After reading about the passing of a great model railroader, Andy Sperandeo. Mr. Sperandeo was a legend and an inspiration for my generation of model railroaders. That got me thinking about whatever happen to the others that I looked up to when I was first starting out in this great hobby. Anybody remember John Olsen and Malcolm Furrow? Those three gentlemen were the ones I looked up to for inspiration. Just like Bruce Chubb's Sunset Valley layout and Allen McClelland's Virginian & Ohio. Both of which were great layouts whose pictures and articles in M.R. magazine were what kept me going as a young rookie in the hobby. Great childhood memories of them all.


----------



## flyernut (Oct 31, 2010)

While not a modeler, don't forget Don Roder, owner and operator of GarGraves Trackage Corp.
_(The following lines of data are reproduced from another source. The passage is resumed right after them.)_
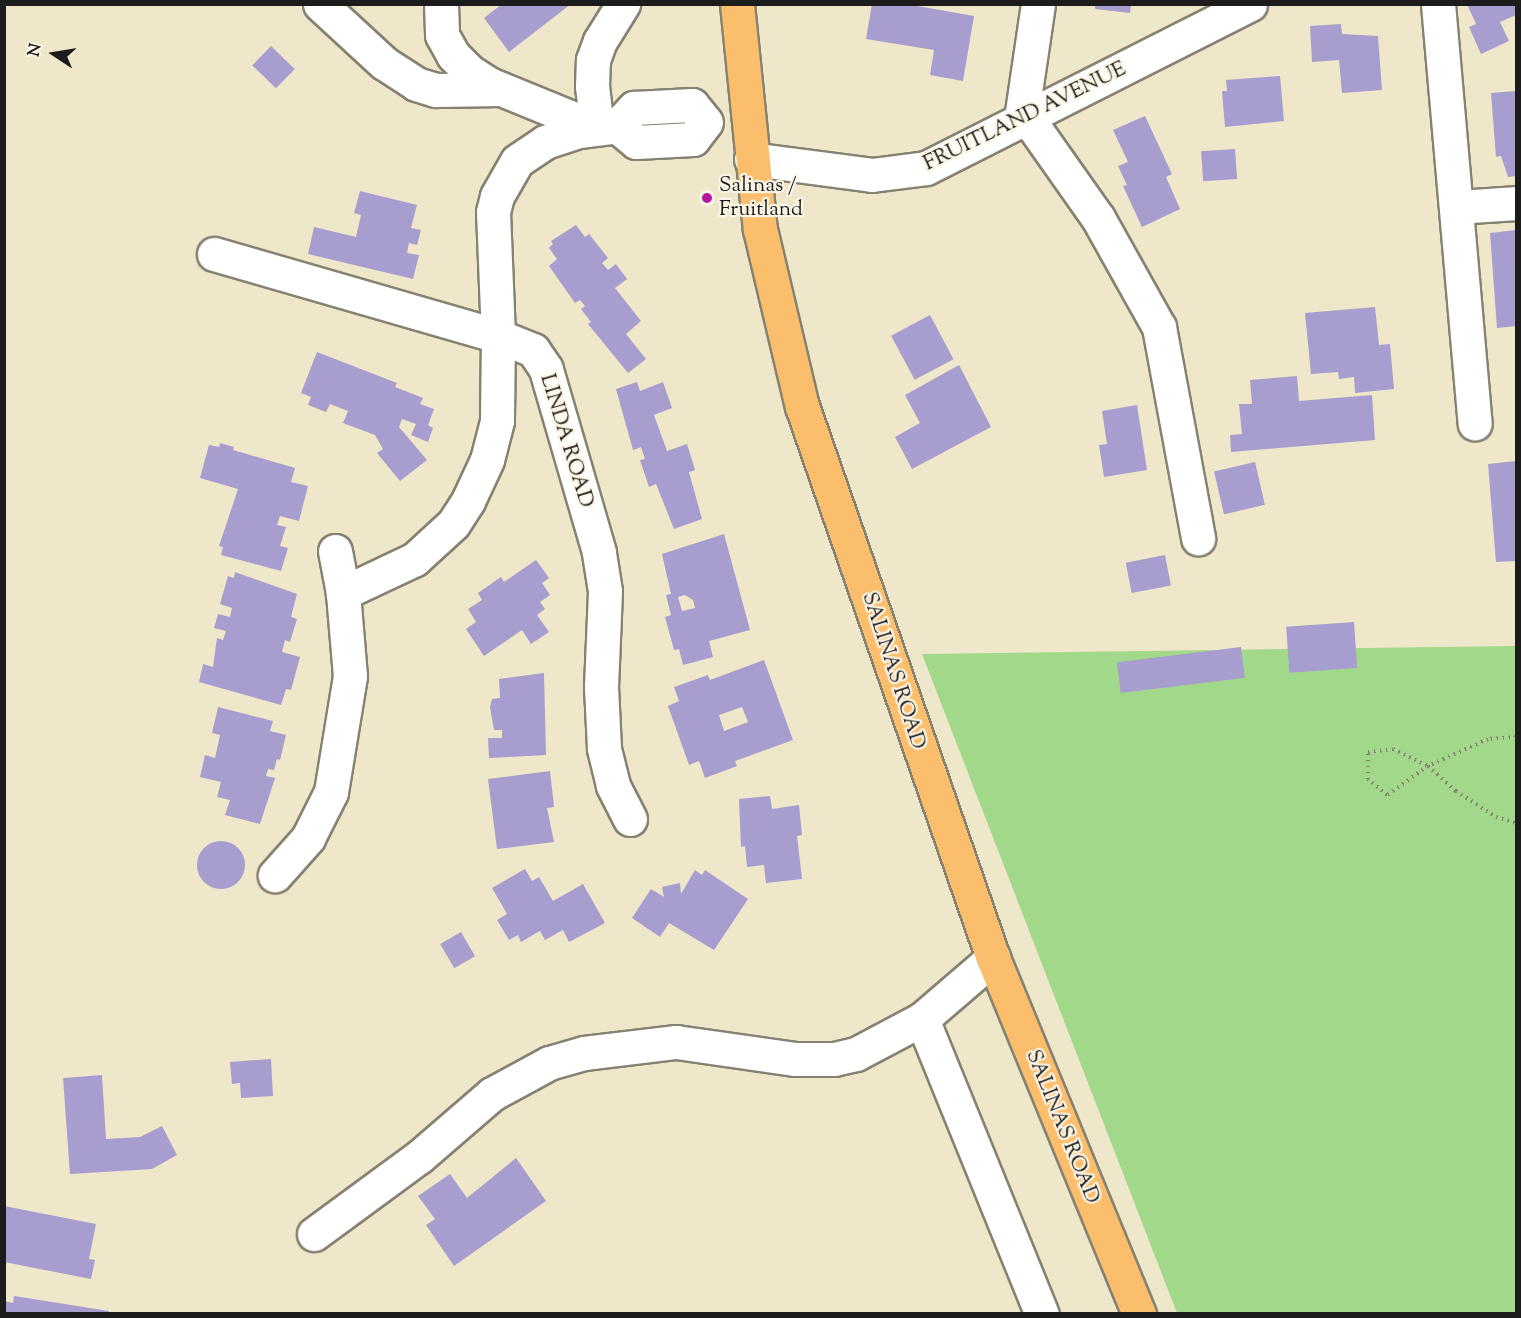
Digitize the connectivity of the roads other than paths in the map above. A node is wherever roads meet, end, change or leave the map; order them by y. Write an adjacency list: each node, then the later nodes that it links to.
1 (320, 4): 8 (street)
2 (441, 4): 8 (street)
3 (624, 4): 11 (street)
4 (737, 4): 10 (main road, SALINAS ROAD)
5 (1038, 4): 9 (street)
6 (1250, 4): 9 (street, FRUITLAND AVENUE)
7 (1437, 4): 14 (street)
8 (501, 89): 11 (street)
9 (1023, 117): 12 (street, FRUITLAND AVENUE); 18 (street)
10 (746, 119): 11 (street); 12 (main road, SALINAS ROAD)
11 (607, 127): 16 (street)
12 (751, 159): 23 (main road, SALINAS ROAD)
13 (1516, 203): 14 (street)
14 (1456, 207): 17 (street)
15 (214, 254): 16 (street, LINDA ROAD)
16 (498, 336): 20 (street); 21 (street, LINDA ROAD)
17 (1475, 423)
18 (1198, 538)
19 (335, 551): 20 (street)
20 (343, 592): 22 (street)
21 (630, 819)
22 (275, 875)
23 (993, 958): 24 (street); 27 (main road, SALINAS ROAD)
24 (922, 1019): 25 (street); 26 (street)
25 (314, 1234)
26 (1042, 1314)
27 (1139, 1314)

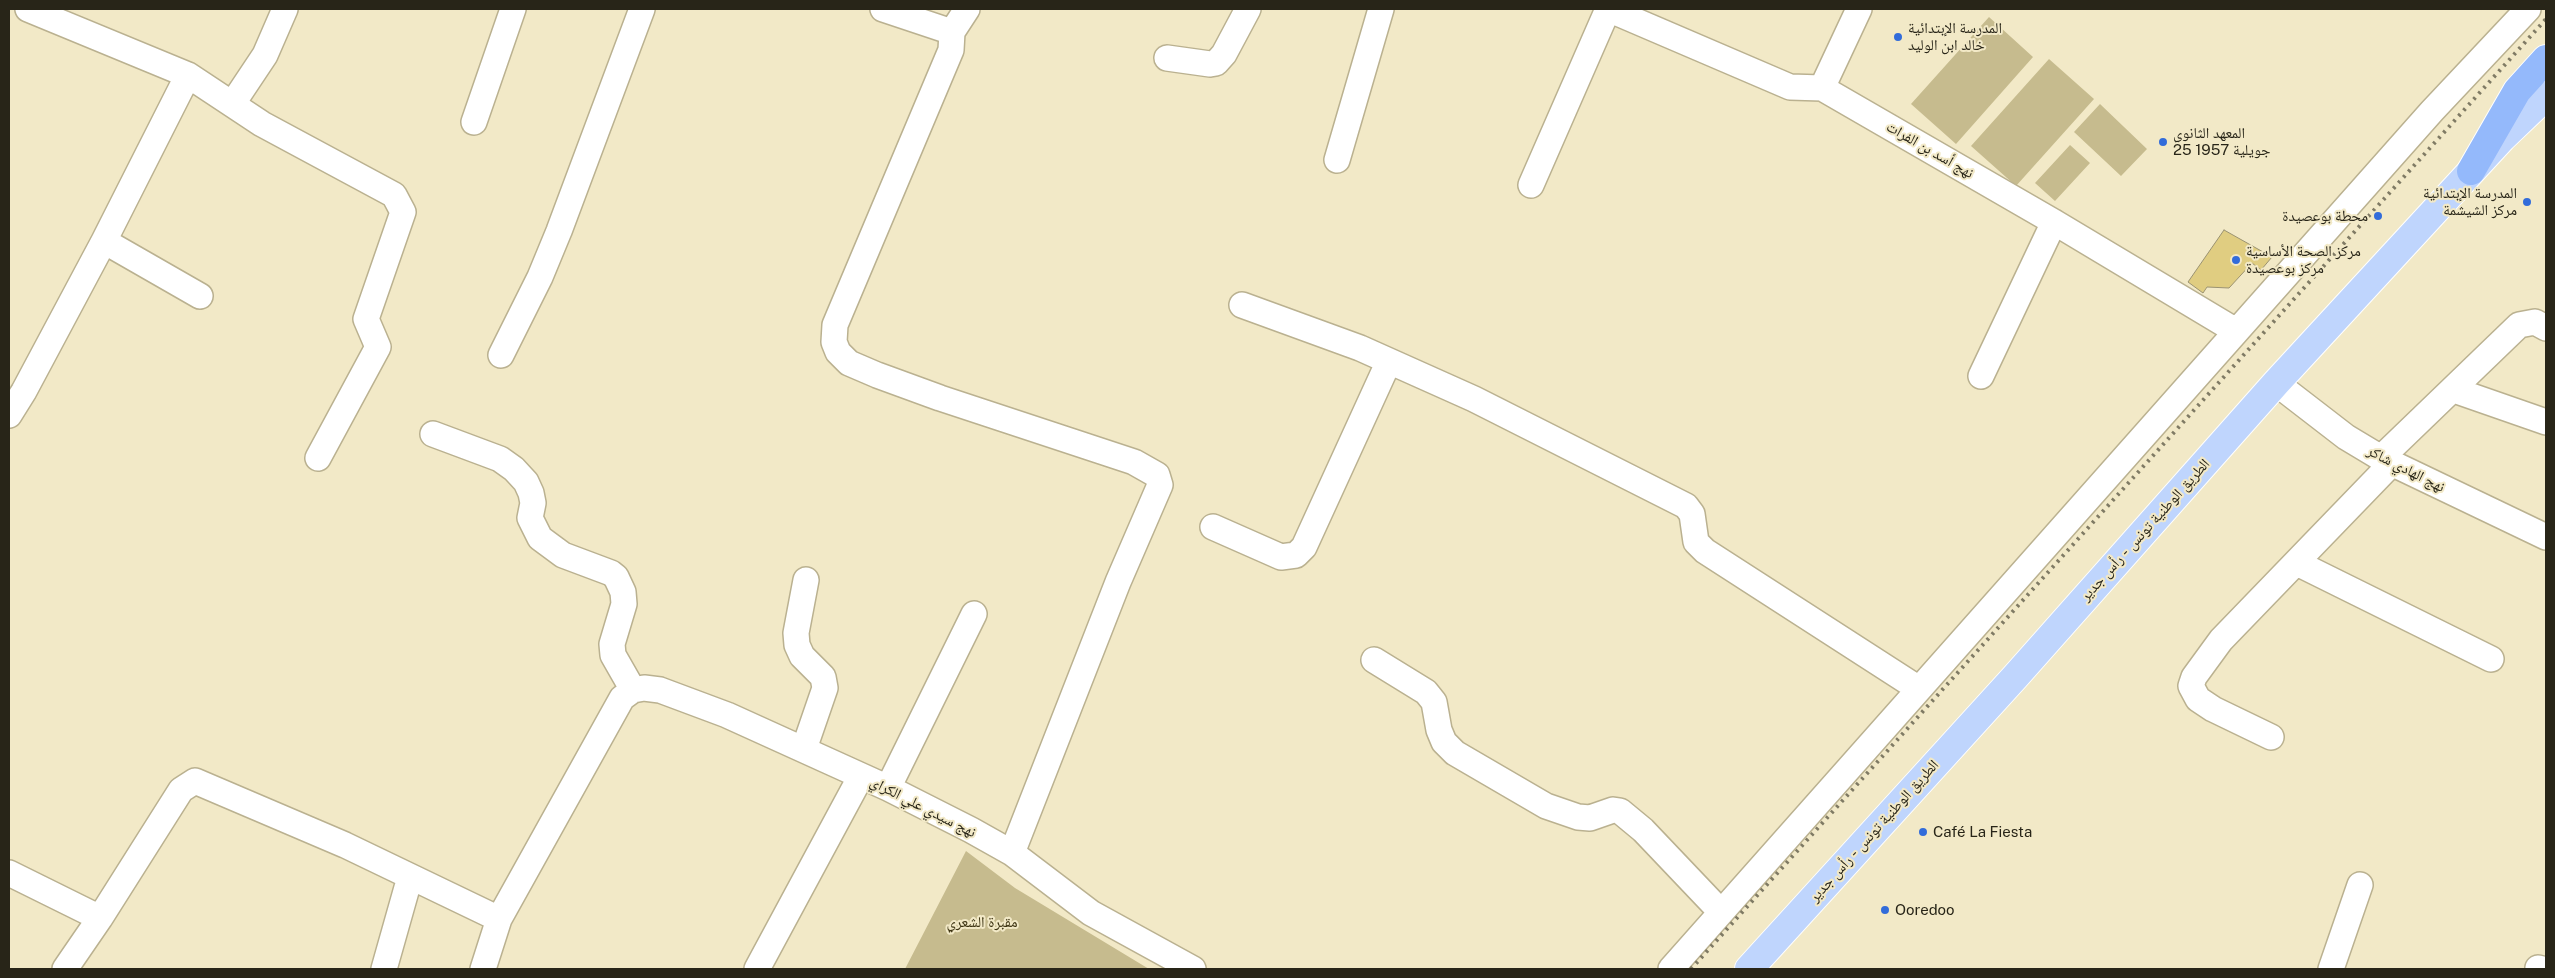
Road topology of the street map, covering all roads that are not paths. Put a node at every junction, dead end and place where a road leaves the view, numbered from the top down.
1 (28, 9) edge
2 (285, 9) edge
3 (513, 9) edge
4 (642, 9) edge
5 (883, 9) edge
6 (967, 9) edge
7 (1248, 9) edge
8 (1382, 9) edge
9 (1608, 9) edge
10 (1859, 9) edge
11 (2506, 9) edge
12 (2528, 9) edge
13 (952, 32) junction
14 (2502, 35) junction
15 (1168, 58) dead end
16 (2546, 59) edge
17 (188, 74) junction
18 (1822, 88) junction
19 (2546, 96) edge
20 (233, 103) junction
21 (474, 122) dead end
22 (1337, 160) dead end
23 (2471, 172) junction
24 (1532, 185) dead end
25 (2054, 222) junction
26 (104, 241) junction
27 (200, 296) dead end
28 (1242, 305) dead end
29 (2546, 328) edge
30 (2236, 332) junction
31 (502, 355) dead end
32 (1389, 361) junction
33 (1981, 376) dead end
34 (2276, 383) junction
35 (2454, 390) junction
36 (9, 415) edge
37 (2546, 422) edge
38 (433, 434) dead end
39 (318, 458) dead end
40 (2387, 460) junction
41 (1213, 527) dead end
42 (2546, 537) edge
43 (2297, 563) junction
44 (806, 580) dead end
45 (974, 614) dead end
46 (2491, 659) dead end
47 (1374, 660) dead end
48 (1919, 689) junction
49 (633, 690) junction
50 (2271, 737) dead end
51 (804, 749) junction
52 (861, 776) junction
53 (888, 788) junction
54 (1012, 853) junction
55 (9, 873) edge
56 (410, 876) junction
57 (2360, 885) dead end
58 (1721, 912) junction
59 (100, 918) junction
60 (499, 919) junction
61 (66, 969) edge
62 (384, 969) edge
63 (483, 969) edge
64 (757, 969) edge
65 (1193, 969) edge
66 (1671, 969) edge
67 (1749, 969) edge
68 (2331, 969) edge

1 - 17 street
2 - 20 street
3 - 21 street
4 - 31 street
5 - 13 street
6 - 13 street
7 - 15 street
8 - 22 street
9 - 18 street, نهج أسد بن الفرات
9 - 24 street
10 - 18 street
11 - 14 street
12 - 14 street
13 - 54 street
14 - 30 street
16 - 23 highway
17 - 20 street
17 - 26 street
18 - 25 street, نهج أسد بن الفرات
19 - 23 main road, الطريق الوطنية تونس - رأس جدير
20 - 39 street
23 - 34 main road, الطريق الوطنية تونس - رأس جدير
25 - 30 street, نهج أسد بن الفرات
25 - 33 street
26 - 27 street
26 - 36 street
28 - 32 street
29 - 35 street
30 - 48 street
32 - 41 street
32 - 48 street
34 - 40 street, نهج الهادي شاكر
34 - 67 main road, الطريق الوطنية تونس - رأس جدير
35 - 37 street
35 - 40 street
38 - 49 street
40 - 42 street, نهج الهادي شاكر
40 - 43 street
43 - 46 street
43 - 50 street
44 - 51 street
45 - 53 street
47 - 58 street
48 - 58 street
49 - 51 street, نهج سيدي علي الكراي
49 - 60 street
51 - 52 street, نهج سيدي علي الكراي
52 - 53 street, نهج سيدي علي الكراي
52 - 64 street
53 - 54 street, نهج سيدي علي الكراي
54 - 65 street, نهج سيدي علي الكراي
55 - 59 street
56 - 59 street
56 - 60 street
56 - 62 street
57 - 68 street
58 - 66 street
59 - 61 street
60 - 63 street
Most of your serious modelers use GarGraves track.


----------



## pennwest (Sep 21, 2015)

Bruce Chubb lives in Grand Rapids, Michigan and has a greatly expanded (vs. the original Sunset Valley) railroad called the Sunset Valley Oregon Division in his basement. He is still active in the hobby and in fact has an article on signalling in the newest _Railroad Model Craftsman_. You can do a Google search on the new railroad name and get some Youtube videos and images including a track plan.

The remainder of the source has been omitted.